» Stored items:
● ● ● ● ● ● ●
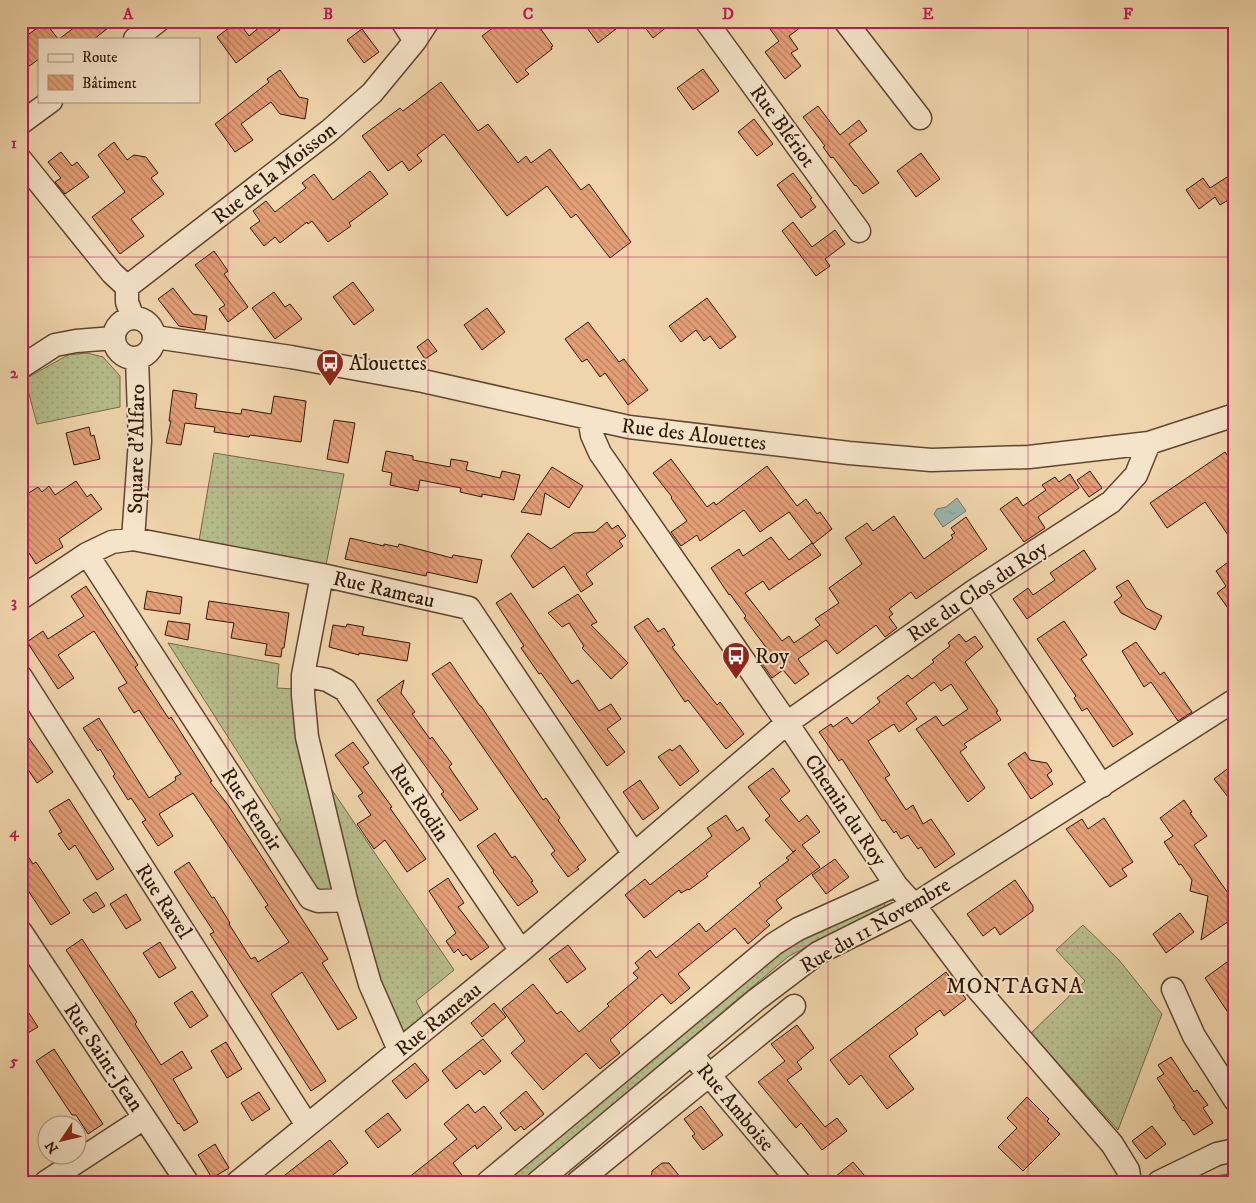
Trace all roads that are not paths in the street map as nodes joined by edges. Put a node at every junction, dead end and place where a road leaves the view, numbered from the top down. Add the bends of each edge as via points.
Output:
1 (158, 21) edge
2 (402, 21) edge
3 (428, 21) edge
4 (706, 21) edge
5 (845, 21) edge
6 (136, 38) edge
7 (415, 41) junction
8 (50, 102) edge
9 (920, 118) dead end
10 (21, 123) edge
11 (21, 160) edge
12 (859, 231) dead end
13 (127, 287) junction
14 (133, 318) junction
15 (155, 337) junction
16 (114, 338) junction
17 (137, 359) junction
18 (21, 367) edge
19 (1235, 416) edge
20 (589, 418) junction
21 (1149, 443) junction
22 (133, 539) junction
23 (87, 554) junction
24 (322, 575) junction
25 (974, 590) junction
26 (21, 598) edge
27 (303, 676) junction
28 (21, 677) edge
29 (1235, 700) edge
30 (787, 723) junction
31 (1102, 786) junction
32 (634, 854) junction
33 (896, 885) junction
34 (346, 900) junction
35 (914, 905) junction
36 (21, 932) edge
37 (521, 951) junction
38 (1173, 989) dead end
39 (794, 1006) dead end
40 (399, 1050) junction
41 (692, 1055) junction
42 (709, 1074) junction
43 (1235, 1100) edge
44 (144, 1118) junction
45 (307, 1125) junction
46 (1235, 1150) edge
47 (46, 1182) edge
48 (187, 1182) edge
49 (238, 1182) edge
50 (488, 1182) edge
51 (538, 1182) edge
52 (578, 1182) edge
53 (799, 1182) edge
54 (1130, 1182) edge
55 (1159, 1182) edge

1 - 6 street
2 - 7 street
3 - 7 street, Rue de la Moisson
4 - 12 street, Rue Blériot
5 - 9 street
7 - 13 street, Rue de la Moisson via 372,93 329,131
8 - 10 street
11 - 13 street via 112,273
13 - 14 street via 127,302
14 - 15 street via 145,321
14 - 16 street via 122,322
15 - 17 street via 148,354
15 - 20 street, Rue des Alouettes via 423,381
16 - 17 street via 123,356
16 - 18 street via 55,345
17 - 22 street, Square d'Alfaro via 140,441
19 - 21 street, Rue des Alouettes
20 - 21 street, Rue des Alouettes via 629,427 931,460 1029,457
20 - 30 street, Chemin du Roy via 600,453
21 - 25 street, Rue du Clos du Roy via 1136,475 1111,502
22 - 23 street, Rue Rameau via 112,542
22 - 24 street, Rue Rameau
23 - 26 street, Rue Rameau
23 - 34 street, Rue Renoir via 310,898 318,901
24 - 27 street
24 - 32 street, Rue Rameau via 469,608
25 - 30 street, Rue du Clos du Roy
25 - 31 street
27 - 34 street via 307,737
27 - 37 street, Rue Rodin via 327,680 345,690
28 - 45 street, Rue Ravel
29 - 31 street, Rue du 11 Novembre
30 - 32 street, Rue Rameau
30 - 33 street, Chemin du Roy
31 - 35 street, Rue du 11 Novembre
32 - 37 street, Rue Rameau
33 - 35 street, Chemin du Roy
33 - 50 street, Rue du 11 Novembre via 798,929 774,944
34 - 40 street via 370,984
35 - 41 street, Rue du 11 Novembre via 818,953
35 - 54 street, Chemin du Roy via 975,986 1112,1144 1128,1170
36 - 44 street, Rue Saint-Jean
37 - 40 street, Rue Rameau
38 - 43 street via 1194,1036
39 - 42 street, Rue du 11 Novembre
40 - 45 street, Rue Rameau
41 - 42 street, Rue Amboise
41 - 51 street, Rue du 11 Novembre
42 - 52 street, Rue du 11 Novembre
42 - 53 street, Rue Amboise
44 - 47 street
44 - 48 street, Rue Saint-Jean
45 - 49 street, Rue Rameau
46 - 55 street via 1218,1154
● ● ● ● ● ● ●
» Problem to work on: Every line in the data above that contains "Clos" needs to be copied.

» Task answer:
21 - 25 street, Rue du Clos du Roy via 1136,475 1111,502
25 - 30 street, Rue du Clos du Roy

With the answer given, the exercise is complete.